How to use Ruby on Rails: A Complete Guide
What is Ruby on Rails used for? Just as React Native, Ruby on Rails is a powerhouse of multiple well-known projects. Particularly, Rails framework is a part of AirBnb platform as well as such products as Hulu, Github, and Basecamp. If you ask a geek, though, they will probably tell you Ruby on Rails is outdated. So what’s all the fuss about? In this article, we’ll tell you about how you can benefit from hiring developers with the knowledge of ROR and what are the best use cases for the framework.
What is Ruby on Rails?
A bit more details on the development tool. Ruby on Rails is a server-side web framework used for app development. It’s based on Ruby programming language. So, basically, ROR is Ruby + a model-view-controller (MVC) framework that comprised predefined web standards — that’s what you call “Rails” when referring to the framework.

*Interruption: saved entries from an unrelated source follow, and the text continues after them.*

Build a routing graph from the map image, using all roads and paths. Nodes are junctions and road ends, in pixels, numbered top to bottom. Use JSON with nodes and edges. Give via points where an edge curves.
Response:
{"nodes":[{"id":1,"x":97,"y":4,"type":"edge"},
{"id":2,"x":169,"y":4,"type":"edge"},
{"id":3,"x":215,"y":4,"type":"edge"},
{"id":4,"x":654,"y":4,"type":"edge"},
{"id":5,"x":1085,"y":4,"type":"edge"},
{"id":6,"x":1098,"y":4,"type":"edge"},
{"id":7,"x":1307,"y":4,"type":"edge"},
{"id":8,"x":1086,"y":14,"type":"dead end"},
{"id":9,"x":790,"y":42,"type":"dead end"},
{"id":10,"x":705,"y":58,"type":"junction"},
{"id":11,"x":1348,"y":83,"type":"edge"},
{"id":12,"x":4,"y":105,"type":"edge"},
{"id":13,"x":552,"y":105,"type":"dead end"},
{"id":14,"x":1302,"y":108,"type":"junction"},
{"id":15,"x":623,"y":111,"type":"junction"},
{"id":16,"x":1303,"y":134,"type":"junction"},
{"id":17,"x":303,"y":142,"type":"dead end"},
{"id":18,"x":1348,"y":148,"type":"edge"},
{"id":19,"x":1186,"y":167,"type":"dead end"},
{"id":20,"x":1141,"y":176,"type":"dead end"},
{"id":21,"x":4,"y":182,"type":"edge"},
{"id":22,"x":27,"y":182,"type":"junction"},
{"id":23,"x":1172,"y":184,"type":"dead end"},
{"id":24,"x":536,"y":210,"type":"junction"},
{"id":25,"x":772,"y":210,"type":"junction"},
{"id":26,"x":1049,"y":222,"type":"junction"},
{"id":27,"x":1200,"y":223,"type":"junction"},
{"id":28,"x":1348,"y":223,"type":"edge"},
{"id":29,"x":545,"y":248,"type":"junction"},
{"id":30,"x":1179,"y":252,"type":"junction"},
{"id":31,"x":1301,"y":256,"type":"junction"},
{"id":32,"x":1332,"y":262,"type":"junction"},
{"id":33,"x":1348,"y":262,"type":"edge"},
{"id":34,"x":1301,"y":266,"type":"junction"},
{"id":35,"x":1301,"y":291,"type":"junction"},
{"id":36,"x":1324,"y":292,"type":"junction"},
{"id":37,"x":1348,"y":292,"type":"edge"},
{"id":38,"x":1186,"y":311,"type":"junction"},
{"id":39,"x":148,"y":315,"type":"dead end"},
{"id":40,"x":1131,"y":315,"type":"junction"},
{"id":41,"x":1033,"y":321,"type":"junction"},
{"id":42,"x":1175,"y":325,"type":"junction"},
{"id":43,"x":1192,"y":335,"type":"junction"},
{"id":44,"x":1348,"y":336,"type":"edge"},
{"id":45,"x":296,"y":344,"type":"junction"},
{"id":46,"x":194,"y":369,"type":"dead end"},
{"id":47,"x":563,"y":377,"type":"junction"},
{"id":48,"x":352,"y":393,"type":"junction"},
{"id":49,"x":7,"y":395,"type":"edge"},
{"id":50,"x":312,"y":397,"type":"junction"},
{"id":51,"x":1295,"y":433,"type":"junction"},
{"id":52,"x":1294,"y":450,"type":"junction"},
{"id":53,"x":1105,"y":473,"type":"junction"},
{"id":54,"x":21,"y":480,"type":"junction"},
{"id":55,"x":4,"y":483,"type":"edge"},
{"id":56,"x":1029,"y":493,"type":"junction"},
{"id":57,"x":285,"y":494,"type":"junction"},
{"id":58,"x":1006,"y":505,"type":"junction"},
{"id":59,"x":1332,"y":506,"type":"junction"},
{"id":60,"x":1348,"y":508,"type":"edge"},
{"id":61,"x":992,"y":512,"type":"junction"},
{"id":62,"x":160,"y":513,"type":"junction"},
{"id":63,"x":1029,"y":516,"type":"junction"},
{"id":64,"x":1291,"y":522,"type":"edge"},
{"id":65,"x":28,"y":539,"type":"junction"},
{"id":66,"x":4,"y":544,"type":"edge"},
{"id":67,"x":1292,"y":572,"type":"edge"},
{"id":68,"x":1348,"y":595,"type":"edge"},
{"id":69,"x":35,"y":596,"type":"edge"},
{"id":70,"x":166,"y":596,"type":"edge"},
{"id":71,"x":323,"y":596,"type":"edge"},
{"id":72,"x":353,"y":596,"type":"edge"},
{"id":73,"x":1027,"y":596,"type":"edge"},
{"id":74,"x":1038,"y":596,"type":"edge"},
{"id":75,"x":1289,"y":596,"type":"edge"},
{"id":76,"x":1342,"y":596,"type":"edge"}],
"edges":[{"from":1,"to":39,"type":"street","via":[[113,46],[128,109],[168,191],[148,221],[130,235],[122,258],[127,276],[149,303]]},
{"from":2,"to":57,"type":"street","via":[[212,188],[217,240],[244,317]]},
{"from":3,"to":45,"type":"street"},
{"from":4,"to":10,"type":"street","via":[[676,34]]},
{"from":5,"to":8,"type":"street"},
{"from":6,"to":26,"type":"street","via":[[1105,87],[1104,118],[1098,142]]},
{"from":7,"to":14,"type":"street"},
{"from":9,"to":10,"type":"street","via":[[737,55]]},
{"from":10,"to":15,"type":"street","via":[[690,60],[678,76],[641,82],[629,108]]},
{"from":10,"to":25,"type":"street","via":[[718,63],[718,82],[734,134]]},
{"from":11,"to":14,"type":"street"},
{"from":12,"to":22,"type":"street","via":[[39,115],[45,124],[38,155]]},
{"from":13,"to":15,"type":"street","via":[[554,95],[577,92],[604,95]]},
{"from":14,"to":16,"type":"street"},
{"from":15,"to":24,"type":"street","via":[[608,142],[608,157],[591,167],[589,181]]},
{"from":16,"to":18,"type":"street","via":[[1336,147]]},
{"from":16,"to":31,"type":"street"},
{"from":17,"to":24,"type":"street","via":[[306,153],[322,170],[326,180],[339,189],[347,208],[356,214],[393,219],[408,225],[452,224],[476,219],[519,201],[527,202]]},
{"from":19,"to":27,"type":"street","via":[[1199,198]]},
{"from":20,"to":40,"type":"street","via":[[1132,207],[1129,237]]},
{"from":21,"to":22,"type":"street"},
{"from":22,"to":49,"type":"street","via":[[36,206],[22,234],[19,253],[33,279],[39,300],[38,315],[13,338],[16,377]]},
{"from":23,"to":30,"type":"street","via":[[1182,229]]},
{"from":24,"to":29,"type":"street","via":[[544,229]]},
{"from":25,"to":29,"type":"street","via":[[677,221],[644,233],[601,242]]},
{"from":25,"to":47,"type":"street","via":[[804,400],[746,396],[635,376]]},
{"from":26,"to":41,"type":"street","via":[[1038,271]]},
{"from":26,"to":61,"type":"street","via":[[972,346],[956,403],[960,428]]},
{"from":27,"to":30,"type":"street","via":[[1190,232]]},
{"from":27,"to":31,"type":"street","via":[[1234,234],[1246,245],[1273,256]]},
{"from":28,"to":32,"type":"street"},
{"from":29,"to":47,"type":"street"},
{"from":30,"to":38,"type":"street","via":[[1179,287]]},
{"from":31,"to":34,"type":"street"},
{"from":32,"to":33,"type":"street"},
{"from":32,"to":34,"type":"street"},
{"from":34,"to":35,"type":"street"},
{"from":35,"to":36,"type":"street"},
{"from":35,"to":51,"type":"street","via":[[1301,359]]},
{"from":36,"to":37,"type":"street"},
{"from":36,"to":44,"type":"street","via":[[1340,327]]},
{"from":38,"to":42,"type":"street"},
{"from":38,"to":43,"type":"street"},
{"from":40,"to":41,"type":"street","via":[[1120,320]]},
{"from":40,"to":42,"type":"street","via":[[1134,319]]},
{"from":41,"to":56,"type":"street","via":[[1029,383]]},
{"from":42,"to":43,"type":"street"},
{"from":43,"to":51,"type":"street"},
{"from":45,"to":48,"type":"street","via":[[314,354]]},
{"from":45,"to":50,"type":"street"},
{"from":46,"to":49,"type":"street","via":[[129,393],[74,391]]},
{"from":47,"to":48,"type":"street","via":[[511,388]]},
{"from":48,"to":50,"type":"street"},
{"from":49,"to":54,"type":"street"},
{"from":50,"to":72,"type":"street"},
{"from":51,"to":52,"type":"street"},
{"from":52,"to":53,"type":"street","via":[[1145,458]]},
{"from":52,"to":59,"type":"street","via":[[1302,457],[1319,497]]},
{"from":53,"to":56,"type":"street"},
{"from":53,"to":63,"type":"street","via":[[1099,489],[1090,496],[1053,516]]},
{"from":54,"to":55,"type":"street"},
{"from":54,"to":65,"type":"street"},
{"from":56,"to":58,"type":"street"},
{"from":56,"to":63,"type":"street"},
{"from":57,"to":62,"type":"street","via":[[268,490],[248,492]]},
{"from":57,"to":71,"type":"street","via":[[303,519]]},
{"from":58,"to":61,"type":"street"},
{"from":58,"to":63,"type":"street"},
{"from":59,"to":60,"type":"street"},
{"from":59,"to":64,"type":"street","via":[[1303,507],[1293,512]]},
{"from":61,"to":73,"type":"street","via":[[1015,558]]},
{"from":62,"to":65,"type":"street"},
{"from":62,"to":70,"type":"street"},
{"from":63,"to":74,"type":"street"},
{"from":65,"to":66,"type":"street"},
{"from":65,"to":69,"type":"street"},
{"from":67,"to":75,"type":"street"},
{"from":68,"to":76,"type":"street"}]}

The story of Ruby on Rails dates back to 2004, when David Heinemeier Hansson used it for developing Basecamp, a popular project management platform. In 2017, the framework has been integrated into Apple’s macOS, which attracted global interest. Later on, Ruby on Rails has been enriched with multiple enhancements like the introduction of ActiveStorage and a new DSL that allows editing security policies for apps.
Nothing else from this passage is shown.